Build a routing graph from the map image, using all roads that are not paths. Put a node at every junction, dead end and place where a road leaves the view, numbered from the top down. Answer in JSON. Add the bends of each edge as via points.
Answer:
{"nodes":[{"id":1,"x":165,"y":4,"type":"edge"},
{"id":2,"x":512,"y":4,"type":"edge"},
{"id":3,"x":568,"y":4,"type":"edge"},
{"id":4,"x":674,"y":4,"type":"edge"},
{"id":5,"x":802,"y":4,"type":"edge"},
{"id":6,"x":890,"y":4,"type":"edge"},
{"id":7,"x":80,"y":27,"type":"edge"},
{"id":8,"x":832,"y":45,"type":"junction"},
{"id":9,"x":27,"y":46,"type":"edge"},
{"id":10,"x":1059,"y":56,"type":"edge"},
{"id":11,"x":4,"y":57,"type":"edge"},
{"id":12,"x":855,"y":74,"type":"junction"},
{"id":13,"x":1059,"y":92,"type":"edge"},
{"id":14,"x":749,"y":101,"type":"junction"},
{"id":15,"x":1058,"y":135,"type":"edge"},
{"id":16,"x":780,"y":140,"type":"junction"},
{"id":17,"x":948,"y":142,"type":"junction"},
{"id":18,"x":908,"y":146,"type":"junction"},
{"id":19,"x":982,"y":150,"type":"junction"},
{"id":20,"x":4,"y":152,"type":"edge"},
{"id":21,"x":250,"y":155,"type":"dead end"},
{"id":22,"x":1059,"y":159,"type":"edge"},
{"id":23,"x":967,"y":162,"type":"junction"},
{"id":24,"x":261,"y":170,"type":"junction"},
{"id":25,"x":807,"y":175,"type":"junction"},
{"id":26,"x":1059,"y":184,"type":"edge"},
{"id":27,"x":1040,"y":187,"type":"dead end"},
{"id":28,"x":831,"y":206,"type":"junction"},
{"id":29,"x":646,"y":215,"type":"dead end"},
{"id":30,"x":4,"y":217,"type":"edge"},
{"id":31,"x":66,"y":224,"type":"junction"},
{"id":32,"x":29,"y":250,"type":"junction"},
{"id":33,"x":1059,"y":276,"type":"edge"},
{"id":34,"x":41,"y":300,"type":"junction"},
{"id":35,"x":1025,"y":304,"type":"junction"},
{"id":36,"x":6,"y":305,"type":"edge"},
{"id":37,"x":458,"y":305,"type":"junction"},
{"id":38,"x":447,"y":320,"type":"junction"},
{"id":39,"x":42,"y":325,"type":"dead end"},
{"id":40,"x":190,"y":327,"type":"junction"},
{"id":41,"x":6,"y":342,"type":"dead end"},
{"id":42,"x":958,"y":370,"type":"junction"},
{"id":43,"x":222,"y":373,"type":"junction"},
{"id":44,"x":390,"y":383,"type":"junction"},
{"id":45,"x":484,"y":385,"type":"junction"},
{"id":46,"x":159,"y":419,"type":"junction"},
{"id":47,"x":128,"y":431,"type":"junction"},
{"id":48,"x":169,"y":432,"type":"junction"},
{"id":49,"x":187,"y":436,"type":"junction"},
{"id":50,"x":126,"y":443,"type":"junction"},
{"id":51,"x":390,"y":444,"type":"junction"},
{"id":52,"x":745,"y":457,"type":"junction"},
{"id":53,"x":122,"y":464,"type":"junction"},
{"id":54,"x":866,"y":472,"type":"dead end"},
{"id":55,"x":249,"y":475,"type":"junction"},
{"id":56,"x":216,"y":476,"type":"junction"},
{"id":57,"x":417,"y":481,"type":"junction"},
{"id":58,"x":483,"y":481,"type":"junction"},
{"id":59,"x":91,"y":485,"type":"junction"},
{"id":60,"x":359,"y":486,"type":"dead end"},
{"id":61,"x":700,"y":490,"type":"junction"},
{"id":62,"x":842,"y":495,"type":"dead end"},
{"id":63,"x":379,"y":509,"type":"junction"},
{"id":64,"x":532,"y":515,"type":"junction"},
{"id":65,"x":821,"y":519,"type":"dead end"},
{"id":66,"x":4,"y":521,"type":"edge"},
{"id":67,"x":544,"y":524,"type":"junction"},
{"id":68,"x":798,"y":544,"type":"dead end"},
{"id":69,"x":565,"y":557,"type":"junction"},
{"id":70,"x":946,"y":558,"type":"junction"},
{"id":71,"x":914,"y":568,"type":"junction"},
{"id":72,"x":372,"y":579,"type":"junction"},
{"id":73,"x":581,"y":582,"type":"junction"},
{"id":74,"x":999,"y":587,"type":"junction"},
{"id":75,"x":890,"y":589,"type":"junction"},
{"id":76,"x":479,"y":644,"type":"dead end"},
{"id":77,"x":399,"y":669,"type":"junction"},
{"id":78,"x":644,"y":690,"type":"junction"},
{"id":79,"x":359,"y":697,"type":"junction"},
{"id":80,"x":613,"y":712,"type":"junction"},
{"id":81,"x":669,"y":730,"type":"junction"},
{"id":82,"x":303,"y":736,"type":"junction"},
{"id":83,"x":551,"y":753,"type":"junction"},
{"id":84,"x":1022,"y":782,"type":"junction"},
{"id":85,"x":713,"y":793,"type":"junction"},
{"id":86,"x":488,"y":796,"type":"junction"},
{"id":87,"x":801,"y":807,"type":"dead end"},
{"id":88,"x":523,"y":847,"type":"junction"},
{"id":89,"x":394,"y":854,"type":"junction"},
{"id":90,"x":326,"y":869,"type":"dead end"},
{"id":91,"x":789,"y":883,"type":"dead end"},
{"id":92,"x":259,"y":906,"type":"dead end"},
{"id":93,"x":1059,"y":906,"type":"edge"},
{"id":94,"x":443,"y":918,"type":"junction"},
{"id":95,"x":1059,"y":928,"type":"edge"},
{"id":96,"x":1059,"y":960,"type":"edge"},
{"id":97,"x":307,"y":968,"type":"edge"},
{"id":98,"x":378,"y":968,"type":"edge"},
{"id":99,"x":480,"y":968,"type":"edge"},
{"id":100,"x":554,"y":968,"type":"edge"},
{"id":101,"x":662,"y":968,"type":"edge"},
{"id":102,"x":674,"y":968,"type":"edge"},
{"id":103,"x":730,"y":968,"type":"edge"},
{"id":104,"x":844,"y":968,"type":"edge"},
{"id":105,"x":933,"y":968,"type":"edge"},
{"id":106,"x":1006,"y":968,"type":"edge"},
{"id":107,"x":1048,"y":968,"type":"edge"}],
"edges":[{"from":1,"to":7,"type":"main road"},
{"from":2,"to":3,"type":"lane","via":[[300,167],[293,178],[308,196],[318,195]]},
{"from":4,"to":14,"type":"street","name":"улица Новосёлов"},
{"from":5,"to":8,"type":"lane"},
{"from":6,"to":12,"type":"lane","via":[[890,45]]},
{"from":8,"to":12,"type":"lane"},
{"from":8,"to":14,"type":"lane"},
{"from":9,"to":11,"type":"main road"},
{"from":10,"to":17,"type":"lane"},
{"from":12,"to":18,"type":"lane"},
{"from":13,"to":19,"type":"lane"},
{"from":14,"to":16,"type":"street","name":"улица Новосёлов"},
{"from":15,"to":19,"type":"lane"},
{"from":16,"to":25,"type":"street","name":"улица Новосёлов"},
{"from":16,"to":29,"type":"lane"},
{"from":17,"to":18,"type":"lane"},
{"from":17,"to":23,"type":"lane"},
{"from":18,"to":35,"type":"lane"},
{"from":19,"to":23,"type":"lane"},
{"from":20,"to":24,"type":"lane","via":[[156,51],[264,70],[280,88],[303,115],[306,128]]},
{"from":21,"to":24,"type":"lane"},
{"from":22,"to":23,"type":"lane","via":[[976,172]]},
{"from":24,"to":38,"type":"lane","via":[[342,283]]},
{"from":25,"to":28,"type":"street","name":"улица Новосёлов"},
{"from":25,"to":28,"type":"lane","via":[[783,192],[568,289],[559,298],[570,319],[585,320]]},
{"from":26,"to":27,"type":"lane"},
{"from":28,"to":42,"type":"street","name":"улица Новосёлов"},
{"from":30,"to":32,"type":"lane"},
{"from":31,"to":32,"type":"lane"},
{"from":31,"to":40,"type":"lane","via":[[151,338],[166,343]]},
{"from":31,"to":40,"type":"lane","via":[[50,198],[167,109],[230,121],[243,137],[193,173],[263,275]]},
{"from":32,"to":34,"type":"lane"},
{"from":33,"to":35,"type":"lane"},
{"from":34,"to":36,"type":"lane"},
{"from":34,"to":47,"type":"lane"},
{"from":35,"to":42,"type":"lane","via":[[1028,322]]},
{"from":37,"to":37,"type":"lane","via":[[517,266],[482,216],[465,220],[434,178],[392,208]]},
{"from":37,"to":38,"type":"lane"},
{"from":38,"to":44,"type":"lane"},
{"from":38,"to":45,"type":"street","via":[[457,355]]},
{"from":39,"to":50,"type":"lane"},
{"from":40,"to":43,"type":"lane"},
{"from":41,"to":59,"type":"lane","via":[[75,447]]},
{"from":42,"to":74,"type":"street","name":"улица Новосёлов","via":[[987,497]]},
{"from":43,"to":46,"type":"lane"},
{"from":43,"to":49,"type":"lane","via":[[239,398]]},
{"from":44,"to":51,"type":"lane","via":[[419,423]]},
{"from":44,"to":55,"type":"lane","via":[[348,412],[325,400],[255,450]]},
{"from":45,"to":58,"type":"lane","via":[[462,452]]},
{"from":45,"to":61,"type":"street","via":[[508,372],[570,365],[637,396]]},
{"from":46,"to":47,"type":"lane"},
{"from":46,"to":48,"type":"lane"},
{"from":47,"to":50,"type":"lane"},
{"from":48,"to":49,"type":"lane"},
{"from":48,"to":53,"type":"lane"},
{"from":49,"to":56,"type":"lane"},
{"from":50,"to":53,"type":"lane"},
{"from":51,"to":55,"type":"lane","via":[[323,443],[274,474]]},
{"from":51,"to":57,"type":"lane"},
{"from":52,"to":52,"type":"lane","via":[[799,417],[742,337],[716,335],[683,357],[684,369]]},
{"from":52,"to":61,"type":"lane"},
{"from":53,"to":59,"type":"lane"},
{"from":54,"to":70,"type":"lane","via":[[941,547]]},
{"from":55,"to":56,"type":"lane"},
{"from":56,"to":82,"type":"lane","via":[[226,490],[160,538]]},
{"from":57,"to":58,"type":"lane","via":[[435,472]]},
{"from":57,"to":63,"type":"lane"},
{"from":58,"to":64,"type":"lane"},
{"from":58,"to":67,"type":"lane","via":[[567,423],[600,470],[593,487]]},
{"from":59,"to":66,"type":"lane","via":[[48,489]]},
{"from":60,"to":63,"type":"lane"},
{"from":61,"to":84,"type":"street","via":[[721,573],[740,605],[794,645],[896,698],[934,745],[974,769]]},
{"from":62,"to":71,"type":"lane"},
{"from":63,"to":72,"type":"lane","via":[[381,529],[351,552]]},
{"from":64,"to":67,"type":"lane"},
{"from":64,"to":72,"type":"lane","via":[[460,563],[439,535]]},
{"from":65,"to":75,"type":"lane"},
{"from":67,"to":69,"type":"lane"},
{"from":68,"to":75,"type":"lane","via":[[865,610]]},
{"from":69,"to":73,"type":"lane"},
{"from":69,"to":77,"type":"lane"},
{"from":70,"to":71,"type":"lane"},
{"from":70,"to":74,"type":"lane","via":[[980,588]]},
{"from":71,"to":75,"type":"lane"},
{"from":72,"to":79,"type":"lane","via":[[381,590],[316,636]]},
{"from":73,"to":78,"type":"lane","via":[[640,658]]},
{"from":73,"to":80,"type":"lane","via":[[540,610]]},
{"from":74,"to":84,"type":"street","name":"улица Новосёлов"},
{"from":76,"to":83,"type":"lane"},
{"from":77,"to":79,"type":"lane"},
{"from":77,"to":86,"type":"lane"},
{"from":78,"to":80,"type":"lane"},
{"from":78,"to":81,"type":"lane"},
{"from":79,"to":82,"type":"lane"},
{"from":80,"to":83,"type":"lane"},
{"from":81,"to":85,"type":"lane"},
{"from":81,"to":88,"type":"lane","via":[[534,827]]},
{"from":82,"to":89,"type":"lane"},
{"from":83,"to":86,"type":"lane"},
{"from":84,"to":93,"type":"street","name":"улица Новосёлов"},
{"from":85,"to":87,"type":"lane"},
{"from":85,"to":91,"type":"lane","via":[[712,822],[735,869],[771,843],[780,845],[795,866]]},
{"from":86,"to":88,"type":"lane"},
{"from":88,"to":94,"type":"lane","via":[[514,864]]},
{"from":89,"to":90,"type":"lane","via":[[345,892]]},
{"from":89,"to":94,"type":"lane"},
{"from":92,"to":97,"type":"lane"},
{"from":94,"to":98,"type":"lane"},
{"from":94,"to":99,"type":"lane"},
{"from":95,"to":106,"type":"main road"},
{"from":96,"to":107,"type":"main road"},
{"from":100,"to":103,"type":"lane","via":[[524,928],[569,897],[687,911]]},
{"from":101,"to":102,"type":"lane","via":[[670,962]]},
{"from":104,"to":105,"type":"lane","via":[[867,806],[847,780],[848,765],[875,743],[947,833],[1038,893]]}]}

**EXERCISE DIRECTIONS**.
Determine the count of lines that include the word "Новосёлов" in the listing, and state nothing but that count.

**ANSWER FOR THE TASK**.
8